• _What you will do_: Going through the data, count each line that has the word "paths". Reply with the total and nothing more.

• _Provided data_:
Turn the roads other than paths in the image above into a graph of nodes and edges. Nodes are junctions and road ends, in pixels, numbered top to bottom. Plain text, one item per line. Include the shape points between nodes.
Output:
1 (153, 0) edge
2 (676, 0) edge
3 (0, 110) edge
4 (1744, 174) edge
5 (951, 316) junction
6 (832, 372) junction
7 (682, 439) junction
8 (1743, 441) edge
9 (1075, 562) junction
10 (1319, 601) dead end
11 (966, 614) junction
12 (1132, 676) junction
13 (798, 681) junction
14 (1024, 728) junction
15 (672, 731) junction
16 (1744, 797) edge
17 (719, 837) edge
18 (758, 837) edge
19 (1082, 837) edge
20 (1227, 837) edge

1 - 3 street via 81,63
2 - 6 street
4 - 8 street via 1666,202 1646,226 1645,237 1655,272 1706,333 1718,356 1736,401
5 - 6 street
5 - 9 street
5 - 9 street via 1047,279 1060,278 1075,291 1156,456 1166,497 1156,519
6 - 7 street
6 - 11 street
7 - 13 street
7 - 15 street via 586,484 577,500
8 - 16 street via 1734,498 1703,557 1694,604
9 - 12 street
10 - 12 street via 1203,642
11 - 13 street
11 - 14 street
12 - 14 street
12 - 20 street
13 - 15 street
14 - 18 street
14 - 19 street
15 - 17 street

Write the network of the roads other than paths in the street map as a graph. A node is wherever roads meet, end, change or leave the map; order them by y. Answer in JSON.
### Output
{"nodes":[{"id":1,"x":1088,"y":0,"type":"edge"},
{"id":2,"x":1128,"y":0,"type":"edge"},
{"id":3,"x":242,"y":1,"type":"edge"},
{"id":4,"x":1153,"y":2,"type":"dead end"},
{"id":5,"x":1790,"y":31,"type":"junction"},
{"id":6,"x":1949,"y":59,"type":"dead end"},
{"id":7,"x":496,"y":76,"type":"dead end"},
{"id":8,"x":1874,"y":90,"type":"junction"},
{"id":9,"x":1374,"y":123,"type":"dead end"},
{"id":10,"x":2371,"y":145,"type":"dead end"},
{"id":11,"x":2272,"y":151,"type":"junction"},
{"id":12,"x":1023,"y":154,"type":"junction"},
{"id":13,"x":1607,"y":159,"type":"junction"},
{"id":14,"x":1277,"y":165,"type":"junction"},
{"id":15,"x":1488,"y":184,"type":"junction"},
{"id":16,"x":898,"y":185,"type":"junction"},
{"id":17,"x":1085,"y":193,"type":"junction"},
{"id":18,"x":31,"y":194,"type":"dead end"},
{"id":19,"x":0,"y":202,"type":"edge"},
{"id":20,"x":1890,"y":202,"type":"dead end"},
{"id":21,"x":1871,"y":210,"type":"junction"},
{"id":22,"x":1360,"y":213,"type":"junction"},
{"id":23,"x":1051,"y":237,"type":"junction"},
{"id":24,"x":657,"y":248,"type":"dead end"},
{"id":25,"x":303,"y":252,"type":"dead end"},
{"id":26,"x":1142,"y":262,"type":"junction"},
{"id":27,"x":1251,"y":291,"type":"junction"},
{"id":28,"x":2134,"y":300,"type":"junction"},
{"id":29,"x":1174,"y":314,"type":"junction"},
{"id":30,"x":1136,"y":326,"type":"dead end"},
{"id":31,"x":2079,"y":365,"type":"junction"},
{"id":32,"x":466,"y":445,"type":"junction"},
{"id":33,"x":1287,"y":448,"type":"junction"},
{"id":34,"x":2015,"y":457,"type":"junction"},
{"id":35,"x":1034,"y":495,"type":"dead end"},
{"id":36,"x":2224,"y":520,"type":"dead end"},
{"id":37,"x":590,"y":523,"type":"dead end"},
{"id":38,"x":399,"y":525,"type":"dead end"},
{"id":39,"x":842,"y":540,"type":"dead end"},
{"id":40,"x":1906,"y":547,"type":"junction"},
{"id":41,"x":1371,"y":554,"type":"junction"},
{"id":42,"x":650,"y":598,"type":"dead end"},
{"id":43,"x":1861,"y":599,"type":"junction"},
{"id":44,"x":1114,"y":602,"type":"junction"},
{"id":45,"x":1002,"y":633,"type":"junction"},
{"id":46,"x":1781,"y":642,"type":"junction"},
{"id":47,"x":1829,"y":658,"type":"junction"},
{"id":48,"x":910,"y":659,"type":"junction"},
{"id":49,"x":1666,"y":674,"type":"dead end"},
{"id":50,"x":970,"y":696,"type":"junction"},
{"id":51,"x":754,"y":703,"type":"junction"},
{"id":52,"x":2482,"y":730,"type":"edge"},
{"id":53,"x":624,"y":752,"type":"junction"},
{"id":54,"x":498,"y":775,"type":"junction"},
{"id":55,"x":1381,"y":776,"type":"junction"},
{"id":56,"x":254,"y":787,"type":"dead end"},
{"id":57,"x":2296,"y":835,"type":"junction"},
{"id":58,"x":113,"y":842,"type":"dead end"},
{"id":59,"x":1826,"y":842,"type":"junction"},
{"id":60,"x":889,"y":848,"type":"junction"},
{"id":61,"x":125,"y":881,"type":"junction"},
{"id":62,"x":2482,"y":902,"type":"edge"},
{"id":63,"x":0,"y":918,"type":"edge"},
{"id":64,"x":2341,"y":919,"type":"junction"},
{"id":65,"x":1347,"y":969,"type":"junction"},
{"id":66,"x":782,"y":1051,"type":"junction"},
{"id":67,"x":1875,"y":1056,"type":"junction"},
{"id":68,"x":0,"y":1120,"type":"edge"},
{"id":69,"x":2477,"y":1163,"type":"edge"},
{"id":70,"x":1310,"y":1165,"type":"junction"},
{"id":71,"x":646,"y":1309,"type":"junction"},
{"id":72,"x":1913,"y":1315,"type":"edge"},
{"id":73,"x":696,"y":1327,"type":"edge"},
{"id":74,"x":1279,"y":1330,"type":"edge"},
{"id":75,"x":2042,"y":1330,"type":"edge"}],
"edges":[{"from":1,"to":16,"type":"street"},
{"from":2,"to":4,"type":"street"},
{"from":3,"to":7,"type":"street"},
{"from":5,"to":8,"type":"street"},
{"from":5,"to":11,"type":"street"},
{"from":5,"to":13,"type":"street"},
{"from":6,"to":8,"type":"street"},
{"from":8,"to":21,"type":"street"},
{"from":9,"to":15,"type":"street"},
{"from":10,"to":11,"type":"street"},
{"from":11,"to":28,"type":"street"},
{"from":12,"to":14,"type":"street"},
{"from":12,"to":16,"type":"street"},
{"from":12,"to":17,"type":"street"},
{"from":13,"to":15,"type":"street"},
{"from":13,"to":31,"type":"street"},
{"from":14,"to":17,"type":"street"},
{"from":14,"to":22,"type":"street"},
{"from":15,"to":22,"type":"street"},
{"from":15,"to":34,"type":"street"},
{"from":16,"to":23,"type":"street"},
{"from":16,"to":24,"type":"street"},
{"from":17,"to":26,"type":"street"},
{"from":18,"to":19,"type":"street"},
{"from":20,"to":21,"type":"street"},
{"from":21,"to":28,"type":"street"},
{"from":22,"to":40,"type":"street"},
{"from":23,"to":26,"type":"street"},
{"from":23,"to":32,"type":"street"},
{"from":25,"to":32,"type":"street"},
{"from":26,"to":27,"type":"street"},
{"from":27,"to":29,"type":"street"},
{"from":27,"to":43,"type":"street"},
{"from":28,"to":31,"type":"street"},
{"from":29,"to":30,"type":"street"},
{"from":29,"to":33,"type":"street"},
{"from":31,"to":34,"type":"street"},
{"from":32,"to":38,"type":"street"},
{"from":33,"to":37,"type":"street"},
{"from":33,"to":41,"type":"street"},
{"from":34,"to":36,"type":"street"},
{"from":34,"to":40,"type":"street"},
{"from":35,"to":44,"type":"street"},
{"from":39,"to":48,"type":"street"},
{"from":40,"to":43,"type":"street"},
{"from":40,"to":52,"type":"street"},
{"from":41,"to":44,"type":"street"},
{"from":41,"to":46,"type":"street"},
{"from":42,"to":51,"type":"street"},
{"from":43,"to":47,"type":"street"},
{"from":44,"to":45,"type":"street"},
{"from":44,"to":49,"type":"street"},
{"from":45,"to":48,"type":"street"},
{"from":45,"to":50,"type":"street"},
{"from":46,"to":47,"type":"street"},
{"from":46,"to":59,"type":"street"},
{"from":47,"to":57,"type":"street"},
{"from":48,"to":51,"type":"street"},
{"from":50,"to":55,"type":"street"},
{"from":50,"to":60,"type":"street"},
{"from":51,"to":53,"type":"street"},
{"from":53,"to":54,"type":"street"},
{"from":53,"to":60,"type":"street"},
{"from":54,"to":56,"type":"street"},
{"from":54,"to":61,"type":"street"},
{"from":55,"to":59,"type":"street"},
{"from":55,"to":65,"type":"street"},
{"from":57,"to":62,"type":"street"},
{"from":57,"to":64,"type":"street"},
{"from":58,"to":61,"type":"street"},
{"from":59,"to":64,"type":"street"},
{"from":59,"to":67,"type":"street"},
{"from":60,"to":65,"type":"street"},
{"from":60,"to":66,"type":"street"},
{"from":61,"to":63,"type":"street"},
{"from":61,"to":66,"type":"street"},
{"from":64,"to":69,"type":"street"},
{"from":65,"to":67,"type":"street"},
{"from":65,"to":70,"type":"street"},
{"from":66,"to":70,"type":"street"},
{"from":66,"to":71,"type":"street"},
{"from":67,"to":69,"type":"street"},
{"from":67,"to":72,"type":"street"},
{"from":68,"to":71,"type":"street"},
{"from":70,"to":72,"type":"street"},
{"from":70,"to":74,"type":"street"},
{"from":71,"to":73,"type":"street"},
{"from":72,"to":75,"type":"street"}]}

• _Solved exercise_: 2